Can you walk me through this a little more slowly? Are you computing PCA per feature group, per era, in order to identify the leading PCA vector for that group and era? Or are you computing PCA per feature group using all train, test, and validation eras and then comparing the individual era PCA vectors to this overall? Or something different entirely? Just not sure where the standard deviation measure comes from that you’re plotting for each era, but I’d very much like to know!

Thanks again.

Pretty much option 1!

I take in a single era at a time, PCA each feature group separately, and then extract the leading column of the transformed feature group. Then I take the std of that column and save it. (I’m actually set up to do all the columns by feature group and era, but the extra columns add very little information). That gives me vectors of six numbers per era.

Being curious, lazy, and numerically gluttonous, I do all the data: Train, Validation, Test, and Live. I can then compare the Training data against all the others on the basis of the vectors mentioned above.

Cheers!

Gotcha. So just to be clear: you pick an era, pick a feature group, and PCA that block of values. Then you take the PC vector that explains the highest variance in the data (aka the first one) and find the std of the newly-transformed PCA feature values for that vector. Then you toss the rest because, as you wrote, they don’t add much information. Do this for each feature group and it gives you 6 values per era that essentially measure the data’s variance, per group, in the most-varied PCA direction.

If I’ve got it right, then what your first plot shows is that feature groups for the most part have their “variance lanes” that they occupy fairly consistently across eras.

I’m curious how feature count impacts this.

I just ran a control simulation where I created 4000 rows of 114 gaussian random numbers. Clearly with these conditions the variance in each dimension will be almost equal so using PCA is kinda weird. But still, I did PCA on subsets of that 114 columns (equal to the size of the existing feature groups). And indeed std goes up consistently with greater dimensionality:

num features included in PCA:  12 // STD of first column: 0.2617
num features included in PCA:  14 // STD of first column: 0.2621
num features included in PCA:  38 // STD of first column: 0.2731
num features included in PCA:  46 // STD of first column: 0.2747
num features included in PCA:  86 // STD of first column: 0.2832
num features included in PCA: 114 // STD of first column: 0.2899

(btw, the std of the gaussian random numbers I used was 0.25)

There’s probably some relationship related to the sqrt of the dimensionality here that someone smarter than me has already figured out.

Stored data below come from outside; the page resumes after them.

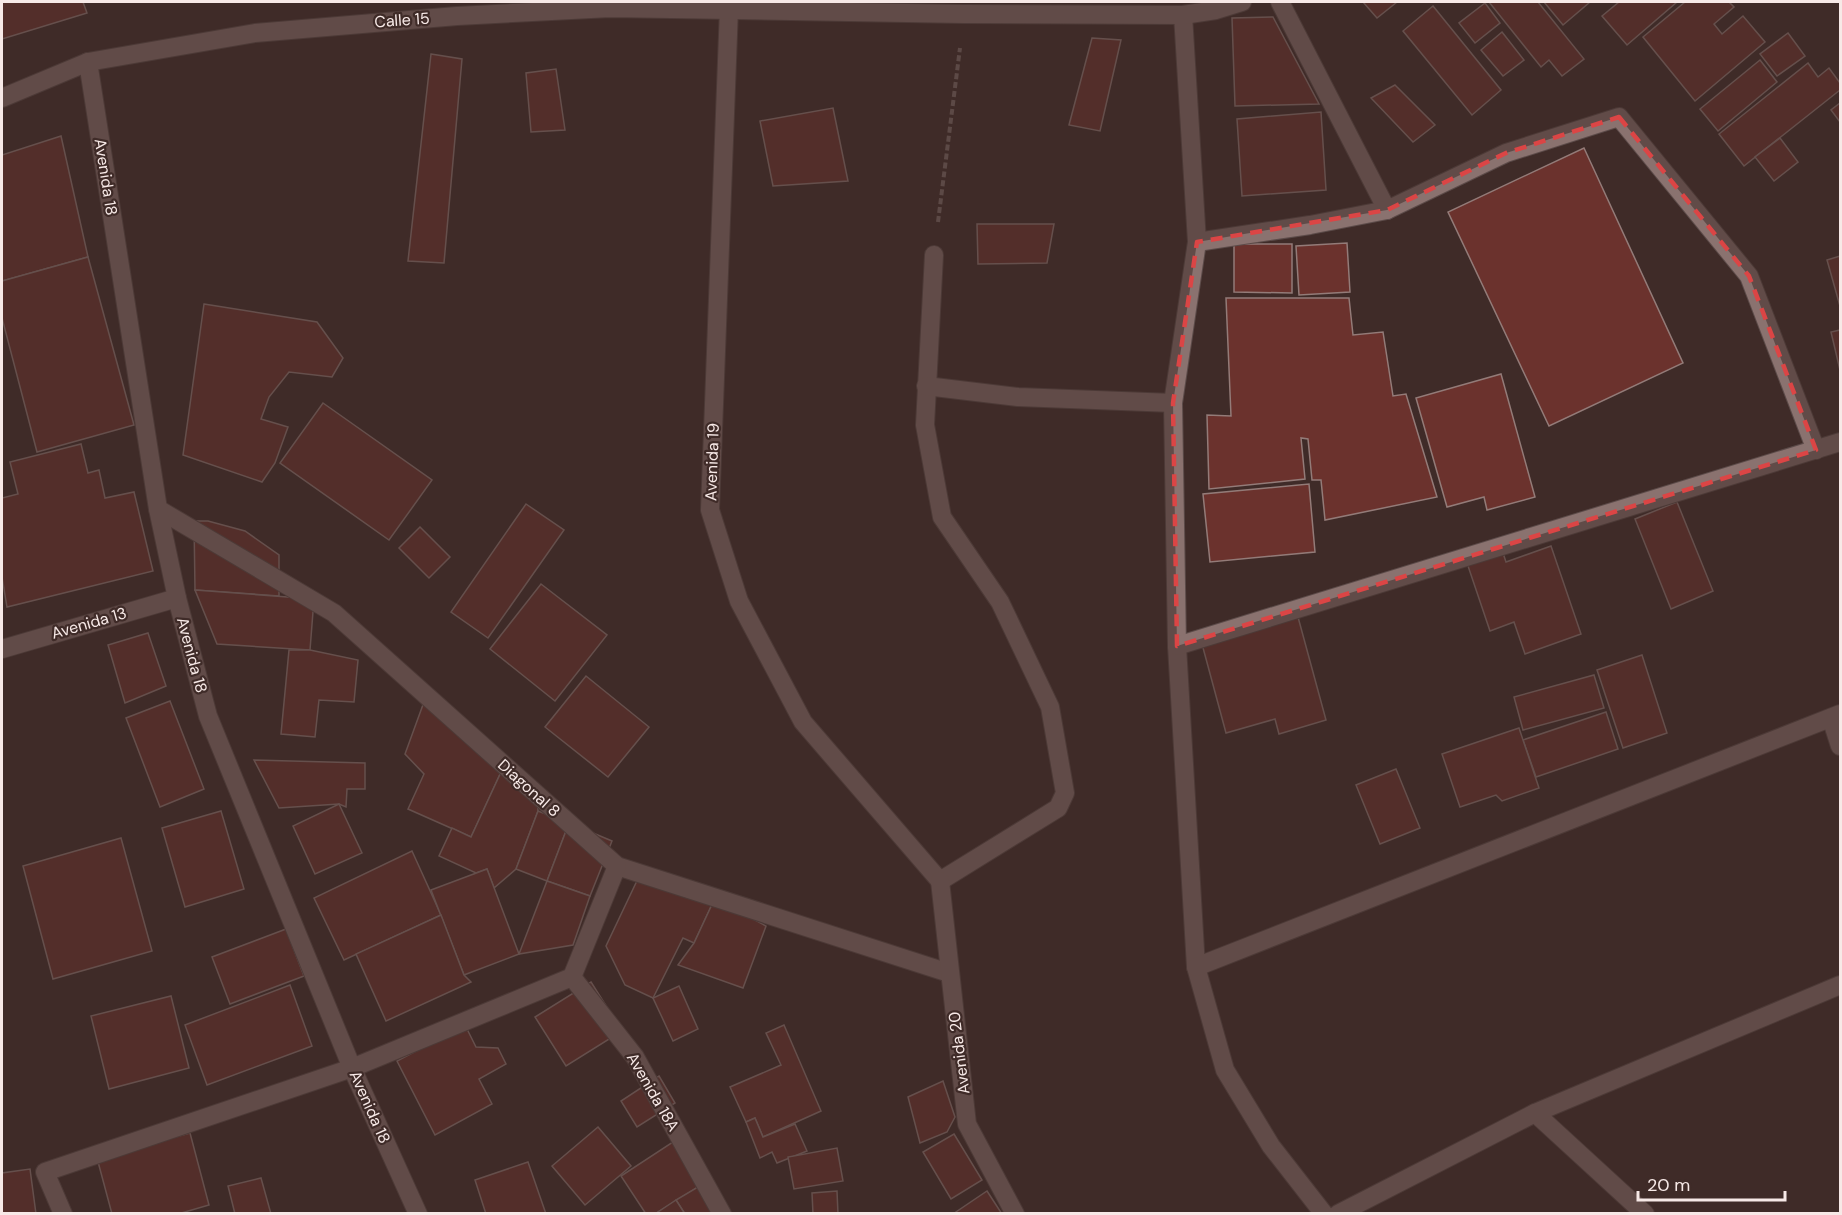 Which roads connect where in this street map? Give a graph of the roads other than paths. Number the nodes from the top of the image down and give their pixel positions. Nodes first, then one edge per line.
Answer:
1 (1242, 2) edge
2 (1280, 2) edge
3 (729, 8) junction
4 (1183, 15) junction
5 (88, 62) junction
6 (2, 98) edge
7 (1386, 210) junction
8 (1197, 242) junction
9 (934, 255) road end
10 (926, 386) junction
11 (1173, 403) junction
12 (1840, 442) edge
13 (1816, 450) junction
14 (158, 509) junction
15 (177, 598) junction
16 (1178, 646) junction
17 (2, 649) edge
18 (1836, 716) edge
19 (1840, 746) edge
20 (617, 866) junction
21 (940, 881) junction
22 (1196, 967) junction
23 (949, 973) junction
24 (572, 977) junction
25 (1840, 985) edge
26 (352, 1068) junction
27 (1535, 1113) junction
28 (63, 1214) edge
29 (418, 1214) edge
30 (722, 1214) edge
31 (1015, 1214) edge
32 (1324, 1214) edge
33 (1338, 1214) edge
34 (1645, 1214) edge

1 - 4 street, Calle 15
2 - 7 street
3 - 4 street, Calle 15
3 - 5 street, Calle 15
3 - 21 street, Avenida 19
4 - 8 street
5 - 6 street, Calle 15
5 - 14 street, Avenida 18
7 - 8 street
7 - 13 street
8 - 11 street
9 - 10 street
10 - 11 street
10 - 21 street
11 - 16 street
12 - 13 street
13 - 16 street
14 - 15 street, Avenida 18
14 - 20 street, Diagonal 8
15 - 17 street, Avenida 13
15 - 26 street, Avenida 18
16 - 22 street
18 - 19 street
18 - 22 street
20 - 23 street, Diagonal 8
20 - 24 street
21 - 23 street, Avenida 20
22 - 32 street
23 - 31 street, Avenida 20
24 - 26 street
24 - 30 street, Avenida 18A
25 - 27 street
26 - 28 street
26 - 29 street, Avenida 18
27 - 33 street
27 - 34 street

It may not be a big deal, but I’m just curious if you’ve tried to correct for that contribution of extra dimensions (in other words, so that int being always lower than str isn’t itself necessarily a signal, since int has 12 features and str has 38).

Even without correction there are two oddballs: wisdom with 46 features competes in variance with con and cha (114 and 86, respectively). And dex with 14 competes with str (38) in the variance game too.

Good question, @profricecake. What I did to avoid that sort of problem is only compare std’s from the same feature groups, just in different eras. (Except at the end, where I take the inner products on the Training era groups)

The reason for doing it that way was because I noticed that the std in two particular feature groups (data columns 13 to 136j varied much more than that of the rest, particularly from era to era. There’s a bit more detail in this post.

There are probably better ways to go about this, but this was easy to set up.

1 Like

Interesting post @sugarscoot and excellent contribution @gammarat. The main problem I see is that we ‘only’ have 679 (with new dataset) points to estimate how the era performance will be using a dataset with a few selected features that can predict it.
The normalization used in features (binned in 20% quantiles) doesn’t help too much, as we lose the variance of its distribution.
By the way, did you find the ‘problem’ feasible?